Now, after investigation:

  • When pressing the “X” on the window, the program exits, the SIGINT code is never ran (what is ok), and the program exists with code 0.
    Console:
Stopped loop, destroying GLFW!

Process finished with exit code 0
  • When I stop the program by pressing the stop button in Intellij (sending SIGINT), the SIGINT code runs, but the glfwWindowShouldClose flag isn’t set despite calling glfwSetWindowShouldClose(glfwWindow, true), thus continuing the loop and never exiting.
    Console:
SIGINT! Thread: Thread[SIGINT handler,9,system]
Engine | Processing SIGINT!
Engine | SIGINT done!

Issue conclusion (might not be right, this is what I’m thinking) / TL;DR:

  • glfwSetWindowShouldClose(window, true) doesn’t set the flag to true

I hope I didn’t misread the documentation or am missing something.
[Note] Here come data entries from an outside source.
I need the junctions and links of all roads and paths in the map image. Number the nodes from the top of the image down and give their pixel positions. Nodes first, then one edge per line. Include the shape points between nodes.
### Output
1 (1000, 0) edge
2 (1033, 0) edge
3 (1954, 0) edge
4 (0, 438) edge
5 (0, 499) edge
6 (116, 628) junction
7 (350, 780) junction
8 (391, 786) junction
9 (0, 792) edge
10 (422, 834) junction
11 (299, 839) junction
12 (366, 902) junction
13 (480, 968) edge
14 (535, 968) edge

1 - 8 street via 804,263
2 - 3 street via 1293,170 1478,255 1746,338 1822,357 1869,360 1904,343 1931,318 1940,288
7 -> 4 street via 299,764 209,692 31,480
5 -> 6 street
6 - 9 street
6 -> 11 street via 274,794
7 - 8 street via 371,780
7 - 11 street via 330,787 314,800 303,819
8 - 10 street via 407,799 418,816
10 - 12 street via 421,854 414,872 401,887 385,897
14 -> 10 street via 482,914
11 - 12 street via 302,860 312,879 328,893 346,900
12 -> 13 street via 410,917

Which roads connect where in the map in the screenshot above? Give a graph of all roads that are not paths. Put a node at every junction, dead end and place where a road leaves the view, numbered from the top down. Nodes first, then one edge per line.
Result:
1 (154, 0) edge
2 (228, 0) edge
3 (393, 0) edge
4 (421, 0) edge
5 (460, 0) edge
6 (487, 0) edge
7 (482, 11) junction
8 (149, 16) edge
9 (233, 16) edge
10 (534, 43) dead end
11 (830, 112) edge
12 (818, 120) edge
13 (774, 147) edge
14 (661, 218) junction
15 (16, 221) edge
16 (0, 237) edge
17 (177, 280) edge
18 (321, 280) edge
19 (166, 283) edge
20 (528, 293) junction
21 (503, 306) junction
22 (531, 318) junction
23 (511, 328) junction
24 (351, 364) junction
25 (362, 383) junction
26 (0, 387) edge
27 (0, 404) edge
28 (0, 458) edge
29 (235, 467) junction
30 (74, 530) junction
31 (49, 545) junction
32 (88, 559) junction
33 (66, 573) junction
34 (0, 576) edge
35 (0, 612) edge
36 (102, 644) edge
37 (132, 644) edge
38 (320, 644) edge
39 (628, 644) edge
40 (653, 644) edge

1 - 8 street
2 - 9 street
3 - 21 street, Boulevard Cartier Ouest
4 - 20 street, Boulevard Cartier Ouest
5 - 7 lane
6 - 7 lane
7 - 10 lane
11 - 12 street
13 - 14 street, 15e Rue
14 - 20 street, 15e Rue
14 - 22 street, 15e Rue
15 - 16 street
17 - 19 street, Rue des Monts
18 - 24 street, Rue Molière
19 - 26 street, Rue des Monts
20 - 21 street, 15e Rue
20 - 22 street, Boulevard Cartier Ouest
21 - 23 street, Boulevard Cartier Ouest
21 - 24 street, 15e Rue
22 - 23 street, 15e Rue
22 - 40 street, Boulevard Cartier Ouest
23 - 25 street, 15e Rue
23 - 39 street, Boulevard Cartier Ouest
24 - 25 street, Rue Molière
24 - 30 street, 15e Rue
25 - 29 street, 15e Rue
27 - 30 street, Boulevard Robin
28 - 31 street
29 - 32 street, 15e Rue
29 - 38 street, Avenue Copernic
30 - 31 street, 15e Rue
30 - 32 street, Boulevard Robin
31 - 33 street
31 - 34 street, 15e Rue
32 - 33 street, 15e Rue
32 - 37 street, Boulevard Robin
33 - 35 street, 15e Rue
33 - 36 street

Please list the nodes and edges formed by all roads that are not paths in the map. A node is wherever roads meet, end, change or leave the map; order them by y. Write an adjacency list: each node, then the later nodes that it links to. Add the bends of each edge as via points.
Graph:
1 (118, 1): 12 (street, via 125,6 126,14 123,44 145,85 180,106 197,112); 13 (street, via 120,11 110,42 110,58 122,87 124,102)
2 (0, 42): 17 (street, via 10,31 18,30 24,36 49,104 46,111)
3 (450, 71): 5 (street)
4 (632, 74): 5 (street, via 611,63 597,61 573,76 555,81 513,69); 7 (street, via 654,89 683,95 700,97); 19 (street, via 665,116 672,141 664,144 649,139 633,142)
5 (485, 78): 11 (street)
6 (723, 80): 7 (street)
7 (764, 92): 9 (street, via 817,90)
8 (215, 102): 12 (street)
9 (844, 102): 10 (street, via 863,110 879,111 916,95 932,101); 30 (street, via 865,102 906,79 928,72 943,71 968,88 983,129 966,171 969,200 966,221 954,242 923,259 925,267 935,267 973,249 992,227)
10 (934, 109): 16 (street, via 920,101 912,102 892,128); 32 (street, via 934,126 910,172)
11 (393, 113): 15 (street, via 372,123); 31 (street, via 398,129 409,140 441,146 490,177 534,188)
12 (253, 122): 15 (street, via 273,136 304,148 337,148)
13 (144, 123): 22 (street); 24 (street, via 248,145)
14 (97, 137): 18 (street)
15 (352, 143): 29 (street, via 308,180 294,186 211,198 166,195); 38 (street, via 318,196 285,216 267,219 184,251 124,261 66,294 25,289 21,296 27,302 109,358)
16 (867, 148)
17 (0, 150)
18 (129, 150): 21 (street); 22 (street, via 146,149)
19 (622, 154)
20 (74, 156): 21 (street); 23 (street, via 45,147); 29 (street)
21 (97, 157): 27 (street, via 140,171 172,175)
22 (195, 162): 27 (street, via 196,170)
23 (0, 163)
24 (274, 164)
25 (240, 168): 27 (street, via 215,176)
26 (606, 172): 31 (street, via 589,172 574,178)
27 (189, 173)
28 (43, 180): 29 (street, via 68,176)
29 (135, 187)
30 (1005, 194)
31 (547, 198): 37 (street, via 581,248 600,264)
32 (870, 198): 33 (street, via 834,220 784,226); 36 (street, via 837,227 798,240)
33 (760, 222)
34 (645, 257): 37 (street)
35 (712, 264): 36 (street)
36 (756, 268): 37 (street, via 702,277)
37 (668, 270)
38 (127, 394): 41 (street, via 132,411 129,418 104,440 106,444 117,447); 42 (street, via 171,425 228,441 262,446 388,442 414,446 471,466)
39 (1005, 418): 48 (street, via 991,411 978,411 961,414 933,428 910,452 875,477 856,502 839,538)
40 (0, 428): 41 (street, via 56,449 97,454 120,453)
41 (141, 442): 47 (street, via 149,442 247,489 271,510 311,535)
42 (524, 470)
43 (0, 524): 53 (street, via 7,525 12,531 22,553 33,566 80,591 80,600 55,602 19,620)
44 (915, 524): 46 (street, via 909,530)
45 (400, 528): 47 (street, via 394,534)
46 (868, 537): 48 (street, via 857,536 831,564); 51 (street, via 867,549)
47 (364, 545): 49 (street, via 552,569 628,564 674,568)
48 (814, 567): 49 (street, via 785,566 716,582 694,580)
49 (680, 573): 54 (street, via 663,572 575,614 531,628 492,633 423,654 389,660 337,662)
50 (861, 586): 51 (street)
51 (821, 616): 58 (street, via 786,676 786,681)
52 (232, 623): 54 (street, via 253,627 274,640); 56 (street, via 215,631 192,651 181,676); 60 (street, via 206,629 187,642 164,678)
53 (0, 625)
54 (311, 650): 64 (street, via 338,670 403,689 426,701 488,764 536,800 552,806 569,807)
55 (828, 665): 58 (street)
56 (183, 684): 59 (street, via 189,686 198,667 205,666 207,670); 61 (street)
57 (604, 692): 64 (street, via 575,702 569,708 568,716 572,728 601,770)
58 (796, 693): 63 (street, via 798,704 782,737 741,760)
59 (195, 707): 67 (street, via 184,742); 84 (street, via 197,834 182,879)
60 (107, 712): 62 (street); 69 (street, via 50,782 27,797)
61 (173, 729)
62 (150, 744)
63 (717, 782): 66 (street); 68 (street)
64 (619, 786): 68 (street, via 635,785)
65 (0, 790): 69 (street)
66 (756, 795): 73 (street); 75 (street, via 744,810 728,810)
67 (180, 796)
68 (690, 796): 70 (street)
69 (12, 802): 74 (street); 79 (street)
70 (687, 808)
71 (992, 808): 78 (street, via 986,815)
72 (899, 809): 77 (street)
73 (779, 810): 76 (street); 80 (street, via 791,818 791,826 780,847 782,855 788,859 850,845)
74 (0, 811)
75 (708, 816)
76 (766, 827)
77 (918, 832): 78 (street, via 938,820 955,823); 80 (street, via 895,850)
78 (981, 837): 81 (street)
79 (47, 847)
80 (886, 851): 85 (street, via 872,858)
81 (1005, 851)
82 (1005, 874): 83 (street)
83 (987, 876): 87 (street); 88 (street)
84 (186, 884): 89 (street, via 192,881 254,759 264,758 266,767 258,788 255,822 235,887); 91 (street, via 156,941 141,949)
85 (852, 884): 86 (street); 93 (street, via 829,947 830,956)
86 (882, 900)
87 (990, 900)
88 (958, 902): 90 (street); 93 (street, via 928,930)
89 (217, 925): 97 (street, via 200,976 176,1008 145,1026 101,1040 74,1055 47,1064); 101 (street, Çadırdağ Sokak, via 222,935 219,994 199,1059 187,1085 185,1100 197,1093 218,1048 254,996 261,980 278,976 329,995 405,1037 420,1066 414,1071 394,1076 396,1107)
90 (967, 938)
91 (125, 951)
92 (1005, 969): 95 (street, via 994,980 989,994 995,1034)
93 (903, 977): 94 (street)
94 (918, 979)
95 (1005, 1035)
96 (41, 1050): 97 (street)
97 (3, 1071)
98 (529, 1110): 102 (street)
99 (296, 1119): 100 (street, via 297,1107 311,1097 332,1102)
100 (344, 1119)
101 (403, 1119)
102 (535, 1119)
The JavaDoc says exactly what I want to happen and that the method can be called from any thread.

Edit 1:
I’m working on Linux

I managed to fix this, wohoo.
Firstly I discovered that Signals (SIGINT, SIGTERM, SIGKILL…) are platform dependent and the java Signal Handler might be deprecated and that it’s bad practice.
The alternative is the Shutdown Hook so here is how I replaced the SignalHandler with a Shutdown Hook:
Main.main(…):

public static void main(String[] args){
    Runtime.getRuntime().addShutdownHook(new Thread(()->{
                System.out.println("Main shutdown hook!");
                Engine.shutdown();
                System.out.println("Main shutdown hook done!");
            }
    ));

    Engine.init(args);
}

Engine.shutdown():

public static void shutdown(){
    if(!GLFW_initialized) return;
    System.out.println("Engine | Processing shutdown request!");

    glfwSetWindowShouldClose(glfwWindow, true);

    System.out.println("Engine | Processed shutdown request!");
}

Now, this still wasn’t working but I noticed glfwSetWindowShouldClose(…) actually stops the loop but it fails to run the code after the main loop so I added a Thread.sleep(1000) after setting the shouldClose flag. It worked, but I was unnecessarily waiting too much, so I googled how to await a boolean (or a flag) to switch. Then I found Java: Wait a boolean to become true. I put in private static CountDownLatch shutdownLatch = new CountDownLatch(1) in Engine and put shutdownLatch.countDown() at the end of Engine.end() that is run after the main loop finishes (after the windowShouldClose flag is raised). Then I simply put shutdownLatch.await() in Engine.shutdown() after setting the windowShouldClose flag.

Final result:

Main.main(String[] args):

public static void main(String[] args){
    Runtime.getRuntime().addShutdownHook(new Thread(()->{
                System.out.println("Main shutdown hook!");
                Engine.shutdown();
                System.out.println("Main shutdown hook done!");
            }
    ));

    Engine.init(args);
}

Engine.init(String[] args):

static void init(String[] args){
    ...
    loop();
    end();
}

Engine.loop():

private static void loop(){
    while(!glfwWindowShouldClose(glfwWindow)){
        ...
    }
}

Engine.shutdownLatch:
private static CountDownLatch shutdownLatch = new CountDownLatch(1);

Engine.end():

private static void end(){
    System.out.println("Destroying GLFW!");

    glfwFreeCallbacks(glfwWindow);
    glfwDestroyWindow(glfwWindow);

    glfwTerminate();
    glfwSetErrorCallback(null).free();

    shutdownLatch.countDown();
}

Engine.shutdown():

public static void shutdown(){
    if(!GLFW_initialized) return;
    try{
        System.out.println("Engine | Processing shutdown request!");

        glfwSetWindowShouldClose(glfwWindow, true);

        shutdownLatch.await();

        System.out.println("Engine | Processed shutdown request!");

    } catch(InterruptedException e){
        e.printStackTrace();
    }
}

If you have any better suggestions, please suggest them. I don’t believe this is THE best way to handle stopping.